Sensors (Basel). 2024 Jan 31;24(3):925. doi: 10.3390/s24030925.
Road pavement monitoring represents the starting point for the pavement maintenance process. To quickly fix a damaged road, relevant authorities need a high-efficiency methodology that allows them to obtain data describing the current conditions of a road network. In urban areas, large-scale monitoring campaigns may be more expensive and not fast enough to describe how pavement degradation has evolved over time. Furthermore, at low speeds, many technologies are inadequate for monitoring the streets. In such a context, employing black-box-equipped vehicles to perform a routine inspection could be an excellent starting point. However, the vibration-based methodologies used to detect road anomalies are strongly affected by the speed of the monitoring vehicles. This study uses a statistical method to analyze the effects of speed on road pavement conditions at different severity levels, through data recorded by taxi vehicles. Likewise, the study introduces a process to overcome the speed effect in the measurements. The process relies on a machine learning approach to define the decision boundaries to predict the severity level of the road surface condition based on two recorded parameters only: speed and pavement deterioration index. The methodology has succeeded in predicting the correct damage severity level in more than 80% of the dataset, through a user-friendly real-time method.
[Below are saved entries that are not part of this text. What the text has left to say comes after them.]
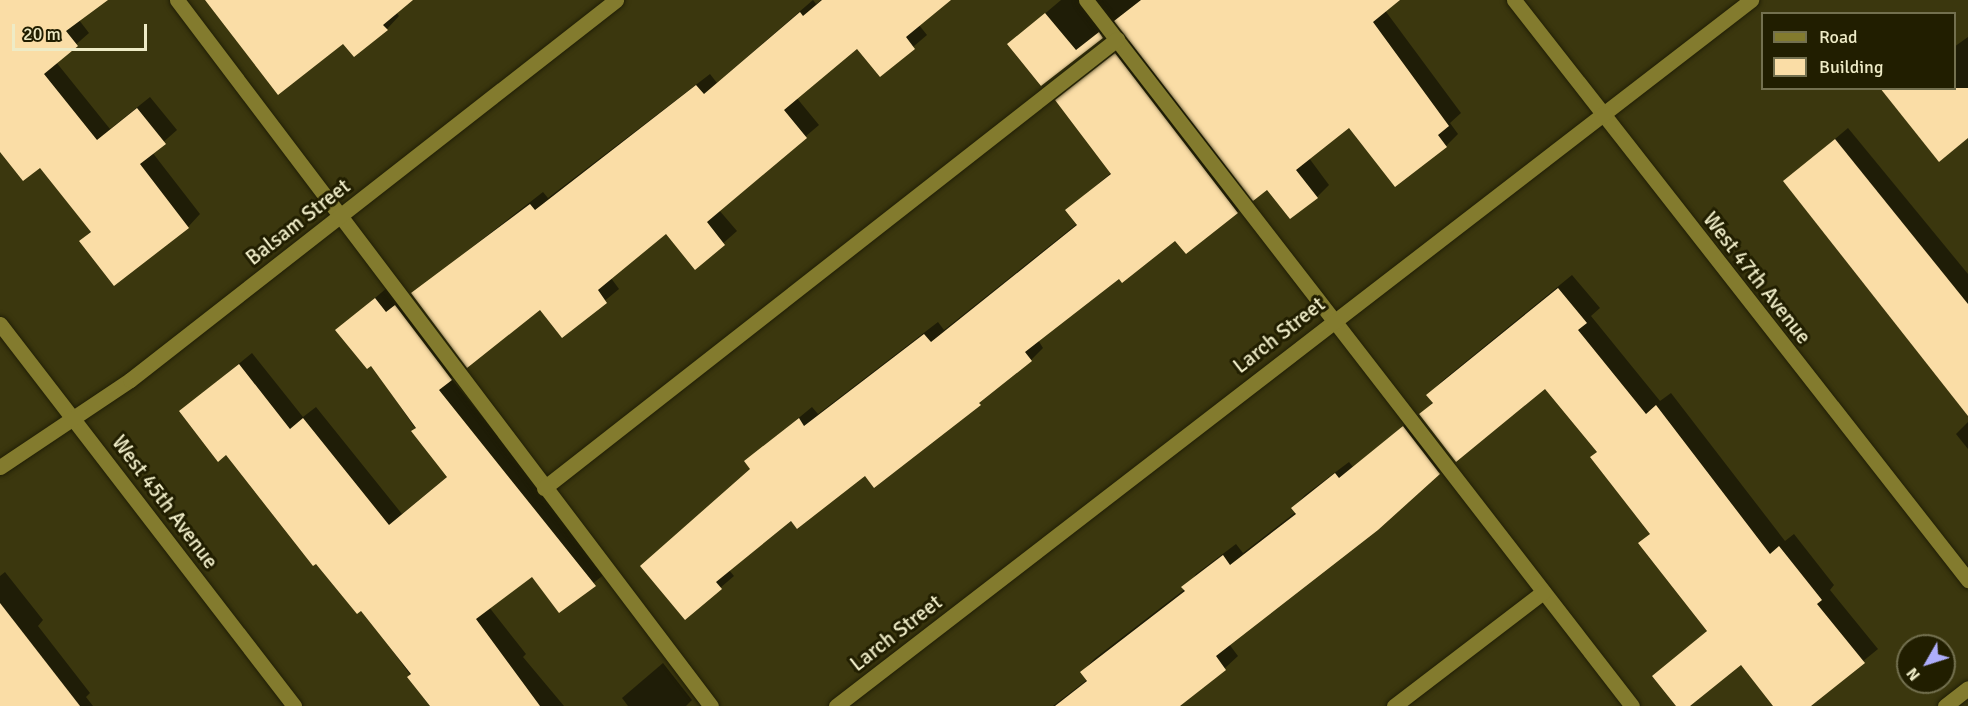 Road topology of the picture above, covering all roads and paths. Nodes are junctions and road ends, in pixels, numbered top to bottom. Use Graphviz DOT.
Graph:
graph roads {
  1 [pos="177,0"];
  2 [pos="616,0"];
  3 [pos="1086,0"];
  4 [pos="1514,0"];
  5 [pos="1751,0"];
  6 [pos="1117,39"];
  7 [pos="1603,115"];
  8 [pos="340,216"];
  9 [pos="1332,320"];
  10 [pos="0,324"];
  11 [pos="74,418"];
  12 [pos="0,467"];
  13 [pos="544,488"];
  14 [pos="1968,580"];
  15 [pos="1543,592"];
  16 [pos="1968,688"];
  17 [pos="294,706"];
  18 [pos="711,706"];
  19 [pos="836,706"];
  20 [pos="1394,706"];
  21 [pos="1632,706"];
  22 [pos="1945,706"];
  1 -- 8 [label="street"];
  2 -- 8 [label="street, Balsam Street"];
  3 -- 6 [label="street"];
  4 -- 7 [label="street, West 47th Avenue"];
  5 -- 7 [label="street, Larch Street"];
  6 -- 9 [label="street"];
  6 -- 13 [label="street"];
  7 -- 9 [label="street, Larch Street"];
  7 -- 14 [label="street, West 47th Avenue"];
  8 -- 11 [label="street, Balsam Street"];
  8 -- 13 [label="street"];
  9 -- 15 [label="street"];
  9 -- 19 [label="street, Larch Street"];
  10 -- 11 [label="street, West 45th Avenue"];
  11 -- 12 [label="street, Balsam Street"];
  11 -- 17 [label="street, West 45th Avenue"];
  13 -- 18 [label="street"];
  15 -- 20 [label="street"];
  15 -- 21 [label="street"];
  16 -- 22 [label="street"];
}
道路路面监测是路面养护过程的起点。为了快速修复受损道路,相关部门需要一种高效的方法,以便能够获取描述道路网络当前状况的数据。在城市地区,大规模监测活动可能成本更高,而且描述路面退化随时间的演变情况不够迅速。此外,在低速行驶时,许多技术都不足以用于街道监测。在这种情况下,使用配备黑匣子的车辆进行例行检查可能是一个很好的起点。然而,用于检测道路异常的基于振动的方法会受到监测车辆速度的强烈影响。本研究通过出租车记录的数据,使用统计方法来分析速度对不同严重程度的道路路面状况的影响。同样,该研究还介绍了一种克服测量中速度影响的方法。该方法依靠机器学习方法来定义决策边界,仅基于两个记录参数(速度和路面劣化指数)预测路面状况的严重程度等级。通过一种用户友好的实时方法,该方法成功地在超过80%的数据集中预测出了正确的损坏严重程度等级。